Transcribe the records underneath word for word, and leave no line out.

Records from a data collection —
______________________________

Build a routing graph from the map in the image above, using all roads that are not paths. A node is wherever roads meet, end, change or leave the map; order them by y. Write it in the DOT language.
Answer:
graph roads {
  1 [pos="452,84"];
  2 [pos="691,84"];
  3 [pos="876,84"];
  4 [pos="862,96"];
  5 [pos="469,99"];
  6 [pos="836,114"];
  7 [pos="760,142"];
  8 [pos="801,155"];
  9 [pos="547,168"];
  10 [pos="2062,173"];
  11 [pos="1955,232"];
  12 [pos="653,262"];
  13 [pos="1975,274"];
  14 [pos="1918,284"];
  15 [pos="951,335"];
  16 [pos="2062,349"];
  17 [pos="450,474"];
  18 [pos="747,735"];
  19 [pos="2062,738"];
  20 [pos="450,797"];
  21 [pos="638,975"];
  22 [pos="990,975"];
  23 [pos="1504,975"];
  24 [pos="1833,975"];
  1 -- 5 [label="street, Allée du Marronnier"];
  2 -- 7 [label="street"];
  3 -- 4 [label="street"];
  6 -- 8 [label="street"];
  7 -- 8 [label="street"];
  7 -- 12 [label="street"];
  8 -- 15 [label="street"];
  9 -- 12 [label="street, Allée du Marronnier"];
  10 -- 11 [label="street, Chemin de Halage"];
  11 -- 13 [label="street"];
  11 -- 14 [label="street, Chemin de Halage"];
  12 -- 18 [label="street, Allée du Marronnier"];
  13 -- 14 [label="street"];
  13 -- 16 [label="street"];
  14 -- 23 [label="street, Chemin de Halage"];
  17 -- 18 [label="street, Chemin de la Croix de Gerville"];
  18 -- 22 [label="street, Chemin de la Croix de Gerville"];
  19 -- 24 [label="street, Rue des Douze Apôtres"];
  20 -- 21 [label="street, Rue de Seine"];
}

______________________________

Expected answer —
Build a routing graph from the map in the image above, using all roads that are not paths. A node is wherever roads meet, end, change or leave the map; order them by y. Write it in the DOT language.
Answer:
graph roads {
  1 [pos="452,84"];
  2 [pos="691,84"];
  3 [pos="876,84"];
  4 [pos="862,96"];
  5 [pos="469,99"];
  6 [pos="836,114"];
  7 [pos="760,142"];
  8 [pos="801,155"];
  9 [pos="547,168"];
  10 [pos="2062,173"];
  11 [pos="1955,232"];
  12 [pos="653,262"];
  13 [pos="1975,274"];
  14 [pos="1918,284"];
  15 [pos="951,335"];
  16 [pos="2062,349"];
  17 [pos="450,474"];
  18 [pos="747,735"];
  19 [pos="2062,738"];
  20 [pos="450,797"];
  21 [pos="638,975"];
  22 [pos="990,975"];
  23 [pos="1504,975"];
  24 [pos="1833,975"];
  1 -- 5 [label="street, Allée du Marronnier"];
  2 -- 7 [label="street"];
  3 -- 4 [label="street"];
  6 -- 8 [label="street"];
  7 -- 8 [label="street"];
  7 -- 12 [label="street"];
  8 -- 15 [label="street"];
  9 -- 12 [label="street, Allée du Marronnier"];
  10 -- 11 [label="street, Chemin de Halage"];
  11 -- 13 [label="street"];
  11 -- 14 [label="street, Chemin de Halage"];
  12 -- 18 [label="street, Allée du Marronnier"];
  13 -- 14 [label="street"];
  13 -- 16 [label="street"];
  14 -- 23 [label="street, Chemin de Halage"];
  17 -- 18 [label="street, Chemin de la Croix de Gerville"];
  18 -- 22 [label="street, Chemin de la Croix de Gerville"];
  19 -- 24 [label="street, Rue des Douze Apôtres"];
  20 -- 21 [label="street, Rue de Seine"];
}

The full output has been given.